Levy delivered opening remarks that ought to have provoked optimism. These remarks served to preface the release of the Center City District's "State of Center City Report," which is expected this week. Levy defines the "Center City core" as being the neighborhoods between Vine and Pine St., while he ambitiously defines "Center City extended" as being the communities between Girard Ave. and Tasker St. Levy reports that residential prices in the "extended" Center City zone are quite healthy, with the average value being $310,446. 

The opening remarks contained more points of pride for those who live, work, take classes, shop, or play in the extended downtown. Levy saysthis area is second to only New York City in terms of the number of "cultural institutions." He adds that the hospitality sector is performing strongly in Center City, as job growth in this field "is outpacing the suburbs." Finally, Levy is ecstatic that sustainable transportation is becoming a more and more appealing alternative to driving for downtown inhabitants, as 74% of Center City "core" residents commute to work without a car.  

While the executive director's remarks accentuated the positives in both the core and extended parts of Center City, they also drew attention to the area's bleeding of high-rise office jobs. Levy says that 39% of private sector jobs in Center City are in office buildings, which is the highest percent of private sector employment. Even with population growth in Philadelphia and its suburbs, these Center City offices continue to lose jobs, even while offices in Radnor, Great Valley, and elsewhere are gaining positions.

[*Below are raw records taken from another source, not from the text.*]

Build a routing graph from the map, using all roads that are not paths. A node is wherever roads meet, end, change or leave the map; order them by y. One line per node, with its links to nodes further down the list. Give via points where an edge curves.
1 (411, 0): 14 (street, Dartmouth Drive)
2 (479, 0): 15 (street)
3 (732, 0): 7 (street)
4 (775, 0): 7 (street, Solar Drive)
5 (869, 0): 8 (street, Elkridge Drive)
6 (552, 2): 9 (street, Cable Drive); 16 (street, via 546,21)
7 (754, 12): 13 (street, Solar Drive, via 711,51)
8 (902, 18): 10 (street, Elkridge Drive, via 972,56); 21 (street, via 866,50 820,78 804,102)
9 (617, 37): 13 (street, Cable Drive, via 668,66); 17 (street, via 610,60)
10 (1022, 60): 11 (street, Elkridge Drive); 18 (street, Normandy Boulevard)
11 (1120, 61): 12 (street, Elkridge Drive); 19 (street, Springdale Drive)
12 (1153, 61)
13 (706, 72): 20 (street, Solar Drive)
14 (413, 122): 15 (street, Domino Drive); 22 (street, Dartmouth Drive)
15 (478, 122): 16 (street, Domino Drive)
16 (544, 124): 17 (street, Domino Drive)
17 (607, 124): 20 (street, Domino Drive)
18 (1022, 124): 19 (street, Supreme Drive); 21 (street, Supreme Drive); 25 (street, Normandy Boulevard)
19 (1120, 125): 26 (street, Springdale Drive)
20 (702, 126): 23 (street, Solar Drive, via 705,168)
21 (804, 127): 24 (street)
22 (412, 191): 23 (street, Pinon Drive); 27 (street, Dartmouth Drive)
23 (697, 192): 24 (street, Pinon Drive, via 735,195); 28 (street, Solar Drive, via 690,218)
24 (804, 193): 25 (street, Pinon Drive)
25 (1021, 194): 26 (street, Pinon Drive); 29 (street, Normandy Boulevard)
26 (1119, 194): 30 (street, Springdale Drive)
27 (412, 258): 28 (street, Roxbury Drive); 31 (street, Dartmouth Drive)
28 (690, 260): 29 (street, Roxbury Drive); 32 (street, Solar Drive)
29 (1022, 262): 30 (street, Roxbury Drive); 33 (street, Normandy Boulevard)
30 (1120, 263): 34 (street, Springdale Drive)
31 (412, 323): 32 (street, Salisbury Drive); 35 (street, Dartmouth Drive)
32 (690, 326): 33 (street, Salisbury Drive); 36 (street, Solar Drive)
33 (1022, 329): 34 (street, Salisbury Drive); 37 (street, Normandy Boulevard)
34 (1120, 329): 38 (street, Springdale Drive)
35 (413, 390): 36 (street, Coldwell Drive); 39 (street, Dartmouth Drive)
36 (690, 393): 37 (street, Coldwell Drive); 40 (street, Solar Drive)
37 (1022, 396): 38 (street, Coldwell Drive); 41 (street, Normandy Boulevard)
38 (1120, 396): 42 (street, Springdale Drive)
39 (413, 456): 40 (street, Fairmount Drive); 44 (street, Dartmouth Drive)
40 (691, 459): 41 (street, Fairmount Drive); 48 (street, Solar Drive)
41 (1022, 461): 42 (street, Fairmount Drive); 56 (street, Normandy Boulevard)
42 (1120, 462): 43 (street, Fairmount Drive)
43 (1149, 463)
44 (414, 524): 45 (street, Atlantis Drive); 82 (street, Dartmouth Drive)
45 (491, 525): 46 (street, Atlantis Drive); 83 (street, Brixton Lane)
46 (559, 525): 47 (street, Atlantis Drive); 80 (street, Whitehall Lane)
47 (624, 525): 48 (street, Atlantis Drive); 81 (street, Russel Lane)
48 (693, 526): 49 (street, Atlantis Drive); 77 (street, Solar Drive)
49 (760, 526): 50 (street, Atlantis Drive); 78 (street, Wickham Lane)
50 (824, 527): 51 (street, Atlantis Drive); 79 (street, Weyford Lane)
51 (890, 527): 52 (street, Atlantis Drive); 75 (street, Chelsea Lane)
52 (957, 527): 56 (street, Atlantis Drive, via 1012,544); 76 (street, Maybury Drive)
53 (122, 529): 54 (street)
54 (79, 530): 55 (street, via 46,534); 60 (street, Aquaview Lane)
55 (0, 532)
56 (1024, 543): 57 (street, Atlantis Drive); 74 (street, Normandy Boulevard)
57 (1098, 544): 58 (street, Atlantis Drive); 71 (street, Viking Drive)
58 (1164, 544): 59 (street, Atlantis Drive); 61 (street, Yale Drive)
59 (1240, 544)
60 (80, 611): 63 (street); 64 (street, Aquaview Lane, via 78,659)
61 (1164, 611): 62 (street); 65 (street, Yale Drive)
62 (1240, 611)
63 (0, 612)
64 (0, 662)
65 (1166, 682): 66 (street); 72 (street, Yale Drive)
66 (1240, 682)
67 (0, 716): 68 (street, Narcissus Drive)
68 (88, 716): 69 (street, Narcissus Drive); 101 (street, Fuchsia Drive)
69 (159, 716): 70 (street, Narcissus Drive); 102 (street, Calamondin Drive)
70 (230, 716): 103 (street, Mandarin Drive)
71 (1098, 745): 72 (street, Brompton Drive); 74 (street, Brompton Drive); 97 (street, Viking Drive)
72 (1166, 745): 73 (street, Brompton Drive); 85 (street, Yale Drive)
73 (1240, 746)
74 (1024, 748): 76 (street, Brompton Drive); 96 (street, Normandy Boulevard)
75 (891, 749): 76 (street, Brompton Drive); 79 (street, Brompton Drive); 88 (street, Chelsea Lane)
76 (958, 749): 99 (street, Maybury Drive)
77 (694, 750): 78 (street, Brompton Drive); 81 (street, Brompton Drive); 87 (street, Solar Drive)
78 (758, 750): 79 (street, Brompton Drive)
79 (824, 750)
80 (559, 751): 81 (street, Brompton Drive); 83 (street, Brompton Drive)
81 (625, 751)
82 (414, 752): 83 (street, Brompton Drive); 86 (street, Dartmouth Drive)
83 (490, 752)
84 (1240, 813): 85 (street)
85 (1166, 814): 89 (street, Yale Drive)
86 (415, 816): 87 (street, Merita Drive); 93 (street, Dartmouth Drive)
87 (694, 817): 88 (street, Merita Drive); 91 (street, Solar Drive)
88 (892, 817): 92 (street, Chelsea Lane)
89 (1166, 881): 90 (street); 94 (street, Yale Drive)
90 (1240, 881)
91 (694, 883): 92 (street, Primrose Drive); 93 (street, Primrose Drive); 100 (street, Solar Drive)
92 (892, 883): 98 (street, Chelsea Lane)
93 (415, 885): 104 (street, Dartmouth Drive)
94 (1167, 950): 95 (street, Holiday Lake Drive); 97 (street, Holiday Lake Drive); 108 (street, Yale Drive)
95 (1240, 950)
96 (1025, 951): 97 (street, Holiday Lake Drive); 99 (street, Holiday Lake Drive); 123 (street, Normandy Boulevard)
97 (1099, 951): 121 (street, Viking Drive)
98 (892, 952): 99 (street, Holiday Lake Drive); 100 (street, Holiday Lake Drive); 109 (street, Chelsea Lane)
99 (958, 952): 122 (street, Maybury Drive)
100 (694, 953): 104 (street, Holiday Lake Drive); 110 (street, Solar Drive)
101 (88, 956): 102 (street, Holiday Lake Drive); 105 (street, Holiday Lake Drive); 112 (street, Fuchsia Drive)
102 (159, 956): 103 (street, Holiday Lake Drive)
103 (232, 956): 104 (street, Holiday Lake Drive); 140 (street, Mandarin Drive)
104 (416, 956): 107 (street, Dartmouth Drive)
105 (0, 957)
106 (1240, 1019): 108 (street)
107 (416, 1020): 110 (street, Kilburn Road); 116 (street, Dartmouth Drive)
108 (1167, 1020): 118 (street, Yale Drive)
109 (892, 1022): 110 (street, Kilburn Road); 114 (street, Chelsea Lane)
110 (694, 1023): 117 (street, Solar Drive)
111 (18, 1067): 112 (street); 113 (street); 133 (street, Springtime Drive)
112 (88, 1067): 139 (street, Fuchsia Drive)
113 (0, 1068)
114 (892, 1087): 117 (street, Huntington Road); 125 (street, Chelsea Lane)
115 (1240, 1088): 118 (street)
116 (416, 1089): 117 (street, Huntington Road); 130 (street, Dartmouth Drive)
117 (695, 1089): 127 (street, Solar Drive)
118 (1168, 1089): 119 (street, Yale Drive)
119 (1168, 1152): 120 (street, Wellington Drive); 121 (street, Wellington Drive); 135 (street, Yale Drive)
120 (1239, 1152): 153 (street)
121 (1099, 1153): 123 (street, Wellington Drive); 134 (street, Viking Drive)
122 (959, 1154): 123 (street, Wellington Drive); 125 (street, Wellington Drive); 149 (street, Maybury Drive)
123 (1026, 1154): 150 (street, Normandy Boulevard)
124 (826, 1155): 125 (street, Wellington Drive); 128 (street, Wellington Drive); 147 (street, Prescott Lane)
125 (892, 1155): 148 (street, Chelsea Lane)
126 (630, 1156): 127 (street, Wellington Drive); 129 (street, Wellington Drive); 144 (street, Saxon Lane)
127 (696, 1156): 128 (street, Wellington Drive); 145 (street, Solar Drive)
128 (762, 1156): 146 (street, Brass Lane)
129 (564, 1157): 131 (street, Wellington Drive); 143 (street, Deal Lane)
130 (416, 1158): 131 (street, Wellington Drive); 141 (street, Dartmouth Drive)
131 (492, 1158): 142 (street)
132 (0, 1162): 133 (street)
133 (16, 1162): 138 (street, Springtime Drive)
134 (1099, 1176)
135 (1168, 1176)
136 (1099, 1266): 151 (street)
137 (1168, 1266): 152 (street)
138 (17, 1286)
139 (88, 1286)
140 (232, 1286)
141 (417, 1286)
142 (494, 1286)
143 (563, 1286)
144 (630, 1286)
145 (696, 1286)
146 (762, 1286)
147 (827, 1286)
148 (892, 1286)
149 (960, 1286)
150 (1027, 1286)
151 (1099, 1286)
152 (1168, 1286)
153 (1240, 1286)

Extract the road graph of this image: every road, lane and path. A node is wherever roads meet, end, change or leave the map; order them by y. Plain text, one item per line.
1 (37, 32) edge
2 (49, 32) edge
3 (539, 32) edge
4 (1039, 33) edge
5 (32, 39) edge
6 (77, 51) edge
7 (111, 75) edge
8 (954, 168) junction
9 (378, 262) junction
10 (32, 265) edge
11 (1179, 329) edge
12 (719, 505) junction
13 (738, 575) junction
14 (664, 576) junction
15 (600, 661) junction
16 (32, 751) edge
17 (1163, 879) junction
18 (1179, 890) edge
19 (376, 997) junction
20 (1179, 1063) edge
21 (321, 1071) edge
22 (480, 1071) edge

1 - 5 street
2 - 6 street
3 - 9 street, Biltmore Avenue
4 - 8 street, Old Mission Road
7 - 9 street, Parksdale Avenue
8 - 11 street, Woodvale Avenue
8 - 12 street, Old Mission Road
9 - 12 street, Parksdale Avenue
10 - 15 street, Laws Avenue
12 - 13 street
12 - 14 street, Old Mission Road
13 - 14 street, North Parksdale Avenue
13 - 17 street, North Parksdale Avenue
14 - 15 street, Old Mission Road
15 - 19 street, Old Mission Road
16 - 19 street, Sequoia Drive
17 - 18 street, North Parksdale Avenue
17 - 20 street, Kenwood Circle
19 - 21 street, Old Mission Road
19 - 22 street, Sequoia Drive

After Levy wrapped up his report, the executives on the panel began discussing how the city can draw more office jobs. John Gattuso, the senior VP and regional director at Liberty Property Trust, hinted at a new office high-rise to be proposed within the next couple of years. He also mentioned that Three Franklin Plaza, which currently houses GlaxoSmithKline, will be undergoing a "significant" $30 million renovation, with the installation of new bathrooms and elevators, for when Glaxo moves out. This anticipates the building at 18th and Race "will be coming to market in 2014," says Gattuso.   

Joseph Coradino, president of PREIT, also imparted some nuggets of hope on the audience. While he spent considerable time talking about PREIT's suburban development, such as at the Cherry Hill Mall, he also said good things were in store for PREIT's Gallery at Market East. He said Philadelphia Media Network's move to 8th and Market coupled with the new digital sign allowance for Market East could signal a rebirth for the beleaguered strip. He expressed a desire to "activate The Gallery at the street level," which would mean opening sidewalk cafes at the mall.